• **Your instructions**
Go through the data line by line. Copy each one holding the string "Columbia".

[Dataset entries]
• • • • • • •

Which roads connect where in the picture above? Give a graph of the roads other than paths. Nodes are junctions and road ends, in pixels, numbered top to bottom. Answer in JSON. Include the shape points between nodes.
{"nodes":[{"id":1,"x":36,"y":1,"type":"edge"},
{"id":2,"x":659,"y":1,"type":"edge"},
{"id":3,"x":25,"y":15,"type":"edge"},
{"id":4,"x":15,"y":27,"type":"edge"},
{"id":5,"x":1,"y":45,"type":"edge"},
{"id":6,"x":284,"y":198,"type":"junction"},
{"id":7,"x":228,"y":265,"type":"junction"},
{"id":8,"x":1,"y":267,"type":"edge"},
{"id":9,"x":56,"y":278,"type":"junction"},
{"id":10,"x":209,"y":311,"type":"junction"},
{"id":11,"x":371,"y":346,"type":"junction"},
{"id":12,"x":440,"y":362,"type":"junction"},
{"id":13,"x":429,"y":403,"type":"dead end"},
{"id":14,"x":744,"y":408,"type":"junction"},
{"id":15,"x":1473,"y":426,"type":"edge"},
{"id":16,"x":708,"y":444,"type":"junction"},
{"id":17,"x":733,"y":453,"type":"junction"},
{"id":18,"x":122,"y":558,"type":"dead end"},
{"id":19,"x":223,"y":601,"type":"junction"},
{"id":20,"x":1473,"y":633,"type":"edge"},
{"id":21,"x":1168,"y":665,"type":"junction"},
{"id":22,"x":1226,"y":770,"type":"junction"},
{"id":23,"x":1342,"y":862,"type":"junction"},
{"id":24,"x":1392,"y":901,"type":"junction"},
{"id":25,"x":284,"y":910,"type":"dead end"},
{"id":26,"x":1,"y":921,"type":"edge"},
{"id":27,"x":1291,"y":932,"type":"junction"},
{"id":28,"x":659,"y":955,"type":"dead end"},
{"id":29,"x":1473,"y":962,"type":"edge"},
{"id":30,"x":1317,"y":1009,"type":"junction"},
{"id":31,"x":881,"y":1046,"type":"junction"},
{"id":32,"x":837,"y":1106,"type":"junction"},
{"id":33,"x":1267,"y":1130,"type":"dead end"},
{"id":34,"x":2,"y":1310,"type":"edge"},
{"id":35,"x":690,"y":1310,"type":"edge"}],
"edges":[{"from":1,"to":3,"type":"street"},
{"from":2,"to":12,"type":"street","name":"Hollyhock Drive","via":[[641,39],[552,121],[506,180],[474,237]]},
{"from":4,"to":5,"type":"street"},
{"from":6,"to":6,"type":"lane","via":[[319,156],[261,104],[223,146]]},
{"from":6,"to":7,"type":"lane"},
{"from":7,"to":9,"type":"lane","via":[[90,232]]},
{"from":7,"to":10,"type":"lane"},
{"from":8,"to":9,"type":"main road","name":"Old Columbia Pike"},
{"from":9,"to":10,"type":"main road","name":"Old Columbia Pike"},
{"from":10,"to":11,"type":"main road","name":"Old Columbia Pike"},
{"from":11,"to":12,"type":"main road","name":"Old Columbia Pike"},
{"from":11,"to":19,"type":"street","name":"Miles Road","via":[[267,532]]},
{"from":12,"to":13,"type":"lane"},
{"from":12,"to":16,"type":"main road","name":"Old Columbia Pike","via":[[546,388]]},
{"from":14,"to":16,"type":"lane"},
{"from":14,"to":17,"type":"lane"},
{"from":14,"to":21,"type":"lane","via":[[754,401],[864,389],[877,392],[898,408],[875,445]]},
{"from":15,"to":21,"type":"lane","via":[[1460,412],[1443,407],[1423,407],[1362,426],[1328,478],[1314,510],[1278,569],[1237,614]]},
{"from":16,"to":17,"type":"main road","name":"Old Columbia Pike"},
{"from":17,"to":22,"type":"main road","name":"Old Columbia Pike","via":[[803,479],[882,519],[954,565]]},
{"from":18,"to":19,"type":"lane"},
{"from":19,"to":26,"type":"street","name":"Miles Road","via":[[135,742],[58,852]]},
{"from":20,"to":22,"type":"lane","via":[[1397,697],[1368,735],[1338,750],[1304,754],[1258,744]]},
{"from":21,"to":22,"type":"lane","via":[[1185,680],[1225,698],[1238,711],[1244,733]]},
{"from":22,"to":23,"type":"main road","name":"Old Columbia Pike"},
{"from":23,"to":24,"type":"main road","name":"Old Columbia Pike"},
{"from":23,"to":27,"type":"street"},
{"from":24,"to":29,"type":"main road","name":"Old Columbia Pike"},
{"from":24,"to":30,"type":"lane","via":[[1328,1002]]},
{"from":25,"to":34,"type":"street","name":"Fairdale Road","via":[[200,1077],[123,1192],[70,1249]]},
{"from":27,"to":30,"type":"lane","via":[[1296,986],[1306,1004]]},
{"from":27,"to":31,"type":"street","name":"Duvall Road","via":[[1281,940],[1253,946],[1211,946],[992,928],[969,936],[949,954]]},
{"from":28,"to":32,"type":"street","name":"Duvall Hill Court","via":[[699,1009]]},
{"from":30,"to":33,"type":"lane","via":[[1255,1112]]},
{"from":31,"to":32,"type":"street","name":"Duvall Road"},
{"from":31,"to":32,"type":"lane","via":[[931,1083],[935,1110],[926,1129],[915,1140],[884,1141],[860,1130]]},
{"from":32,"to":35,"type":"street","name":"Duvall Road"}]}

• • • • • • •

• **Answer below**
{"from":8,"to":9,"type":"main road","name":"Old Columbia Pike"},
{"from":9,"to":10,"type":"main road","name":"Old Columbia Pike"},
{"from":10,"to":11,"type":"main road","name":"Old Columbia Pike"},
{"from":11,"to":12,"type":"main road","name":"Old Columbia Pike"},
{"from":12,"to":16,"type":"main road","name":"Old Columbia Pike","via":[[546,388]]},
{"from":16,"to":17,"type":"main road","name":"Old Columbia Pike"},
{"from":17,"to":22,"type":"main road","name":"Old Columbia Pike","via":[[803,479],[882,519],[954,565]]},
{"from":22,"to":23,"type":"main road","name":"Old Columbia Pike"},
{"from":23,"to":24,"type":"main road","name":"Old Columbia Pike"},
{"from":24,"to":29,"type":"main road","name":"Old Columbia Pike"},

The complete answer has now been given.